**ACTIVITY**
Show each line of the records in which the word "Drive" occurs.
*** MATERIAL PROVIDED ***
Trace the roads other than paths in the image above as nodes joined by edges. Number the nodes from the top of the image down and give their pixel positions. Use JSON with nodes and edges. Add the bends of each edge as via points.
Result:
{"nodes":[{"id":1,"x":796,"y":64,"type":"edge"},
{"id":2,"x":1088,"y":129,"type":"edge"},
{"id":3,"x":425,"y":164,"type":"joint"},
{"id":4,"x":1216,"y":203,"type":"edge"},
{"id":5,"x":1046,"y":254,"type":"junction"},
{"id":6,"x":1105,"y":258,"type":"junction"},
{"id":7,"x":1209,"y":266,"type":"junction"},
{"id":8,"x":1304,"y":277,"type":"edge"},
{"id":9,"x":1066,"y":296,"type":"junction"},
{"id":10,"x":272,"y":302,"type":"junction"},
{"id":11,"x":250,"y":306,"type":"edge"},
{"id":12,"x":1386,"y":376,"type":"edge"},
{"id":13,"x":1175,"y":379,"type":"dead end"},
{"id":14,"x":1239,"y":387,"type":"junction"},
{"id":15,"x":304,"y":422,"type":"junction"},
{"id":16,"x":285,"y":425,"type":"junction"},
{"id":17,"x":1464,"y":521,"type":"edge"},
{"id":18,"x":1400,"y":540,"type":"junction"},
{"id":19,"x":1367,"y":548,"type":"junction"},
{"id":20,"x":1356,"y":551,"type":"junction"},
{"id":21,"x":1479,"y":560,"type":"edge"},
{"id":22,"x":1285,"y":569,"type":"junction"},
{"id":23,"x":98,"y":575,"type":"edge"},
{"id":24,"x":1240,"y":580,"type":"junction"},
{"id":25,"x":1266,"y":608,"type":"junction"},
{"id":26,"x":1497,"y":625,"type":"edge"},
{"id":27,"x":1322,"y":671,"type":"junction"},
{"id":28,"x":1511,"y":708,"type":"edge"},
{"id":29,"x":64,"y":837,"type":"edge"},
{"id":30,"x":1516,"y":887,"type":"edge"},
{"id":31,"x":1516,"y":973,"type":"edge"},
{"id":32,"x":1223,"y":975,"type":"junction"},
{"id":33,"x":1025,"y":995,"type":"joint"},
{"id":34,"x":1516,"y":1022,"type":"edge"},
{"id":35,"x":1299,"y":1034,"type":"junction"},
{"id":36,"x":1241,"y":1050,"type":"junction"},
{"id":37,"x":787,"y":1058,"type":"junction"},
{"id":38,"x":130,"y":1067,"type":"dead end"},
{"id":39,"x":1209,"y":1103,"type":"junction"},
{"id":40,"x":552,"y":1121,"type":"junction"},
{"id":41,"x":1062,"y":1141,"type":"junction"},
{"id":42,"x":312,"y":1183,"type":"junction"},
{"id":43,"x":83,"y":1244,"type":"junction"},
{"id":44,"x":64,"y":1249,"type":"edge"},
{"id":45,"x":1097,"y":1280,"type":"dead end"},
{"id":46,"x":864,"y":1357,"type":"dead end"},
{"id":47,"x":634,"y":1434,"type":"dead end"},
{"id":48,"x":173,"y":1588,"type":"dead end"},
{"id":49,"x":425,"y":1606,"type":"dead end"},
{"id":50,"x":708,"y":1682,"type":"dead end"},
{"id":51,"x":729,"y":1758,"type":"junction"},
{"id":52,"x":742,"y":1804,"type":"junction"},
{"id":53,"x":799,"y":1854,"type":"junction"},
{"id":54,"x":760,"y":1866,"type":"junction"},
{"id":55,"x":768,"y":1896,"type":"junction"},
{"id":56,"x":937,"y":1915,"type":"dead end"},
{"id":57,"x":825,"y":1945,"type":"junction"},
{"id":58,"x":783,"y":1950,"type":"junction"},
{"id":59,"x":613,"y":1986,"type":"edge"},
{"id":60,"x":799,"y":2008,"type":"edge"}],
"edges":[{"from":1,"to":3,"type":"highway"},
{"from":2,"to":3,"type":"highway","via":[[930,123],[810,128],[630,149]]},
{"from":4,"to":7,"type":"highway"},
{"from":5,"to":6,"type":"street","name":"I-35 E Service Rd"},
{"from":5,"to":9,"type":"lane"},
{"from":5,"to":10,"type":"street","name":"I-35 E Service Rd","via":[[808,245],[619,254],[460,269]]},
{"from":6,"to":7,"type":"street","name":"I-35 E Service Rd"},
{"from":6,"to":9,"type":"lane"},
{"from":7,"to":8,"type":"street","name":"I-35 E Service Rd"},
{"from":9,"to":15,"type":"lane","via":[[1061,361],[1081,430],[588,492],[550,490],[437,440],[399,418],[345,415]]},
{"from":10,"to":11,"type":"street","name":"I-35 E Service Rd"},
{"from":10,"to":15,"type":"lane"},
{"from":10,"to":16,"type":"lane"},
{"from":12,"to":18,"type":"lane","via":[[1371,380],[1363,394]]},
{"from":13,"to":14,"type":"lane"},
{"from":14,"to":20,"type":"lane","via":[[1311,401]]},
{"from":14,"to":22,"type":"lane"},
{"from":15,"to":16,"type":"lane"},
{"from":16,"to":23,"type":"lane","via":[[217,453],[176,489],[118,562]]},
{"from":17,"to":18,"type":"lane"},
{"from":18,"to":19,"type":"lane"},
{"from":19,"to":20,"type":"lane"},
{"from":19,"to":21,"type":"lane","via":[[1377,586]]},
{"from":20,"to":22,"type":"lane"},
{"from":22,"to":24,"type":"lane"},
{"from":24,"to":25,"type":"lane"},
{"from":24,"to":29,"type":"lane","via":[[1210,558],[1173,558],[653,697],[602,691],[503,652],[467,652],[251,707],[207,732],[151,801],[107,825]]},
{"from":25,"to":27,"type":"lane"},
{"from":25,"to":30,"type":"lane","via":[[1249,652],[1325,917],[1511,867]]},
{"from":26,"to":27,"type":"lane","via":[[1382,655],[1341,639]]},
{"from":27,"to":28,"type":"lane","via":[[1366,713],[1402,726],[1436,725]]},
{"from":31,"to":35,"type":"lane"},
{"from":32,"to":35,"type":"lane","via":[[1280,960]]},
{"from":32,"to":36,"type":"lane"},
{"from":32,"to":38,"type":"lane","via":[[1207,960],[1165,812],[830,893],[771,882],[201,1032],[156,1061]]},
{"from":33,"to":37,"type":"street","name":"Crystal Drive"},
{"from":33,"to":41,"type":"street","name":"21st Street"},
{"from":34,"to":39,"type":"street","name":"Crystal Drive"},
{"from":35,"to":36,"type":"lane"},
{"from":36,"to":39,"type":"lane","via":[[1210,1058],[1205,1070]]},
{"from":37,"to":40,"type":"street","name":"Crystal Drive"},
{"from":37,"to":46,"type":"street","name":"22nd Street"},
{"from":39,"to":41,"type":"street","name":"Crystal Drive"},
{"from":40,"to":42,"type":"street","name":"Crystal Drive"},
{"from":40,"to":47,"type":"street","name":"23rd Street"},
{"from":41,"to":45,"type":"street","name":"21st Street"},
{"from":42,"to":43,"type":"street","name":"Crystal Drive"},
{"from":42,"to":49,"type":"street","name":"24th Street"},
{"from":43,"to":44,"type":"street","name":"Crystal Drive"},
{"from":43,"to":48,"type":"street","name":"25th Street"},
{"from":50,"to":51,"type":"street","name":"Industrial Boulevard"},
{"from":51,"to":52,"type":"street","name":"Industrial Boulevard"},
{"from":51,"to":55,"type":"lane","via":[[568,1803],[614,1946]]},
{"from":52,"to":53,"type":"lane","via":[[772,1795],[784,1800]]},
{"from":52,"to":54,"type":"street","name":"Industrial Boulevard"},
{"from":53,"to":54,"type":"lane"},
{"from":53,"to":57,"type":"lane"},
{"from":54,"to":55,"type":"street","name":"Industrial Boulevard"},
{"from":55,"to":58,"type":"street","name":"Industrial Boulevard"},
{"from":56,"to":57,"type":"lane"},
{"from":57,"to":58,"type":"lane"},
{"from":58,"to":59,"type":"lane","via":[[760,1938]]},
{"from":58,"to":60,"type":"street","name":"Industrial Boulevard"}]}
*** End of MATERIAL PROVIDED ***
**YOUR SOLUTION**
{"from":33,"to":37,"type":"street","name":"Crystal Drive"},
{"from":34,"to":39,"type":"street","name":"Crystal Drive"},
{"from":37,"to":40,"type":"street","name":"Crystal Drive"},
{"from":39,"to":41,"type":"street","name":"Crystal Drive"},
{"from":40,"to":42,"type":"street","name":"Crystal Drive"},
{"from":42,"to":43,"type":"street","name":"Crystal Drive"},
{"from":43,"to":44,"type":"street","name":"Crystal Drive"},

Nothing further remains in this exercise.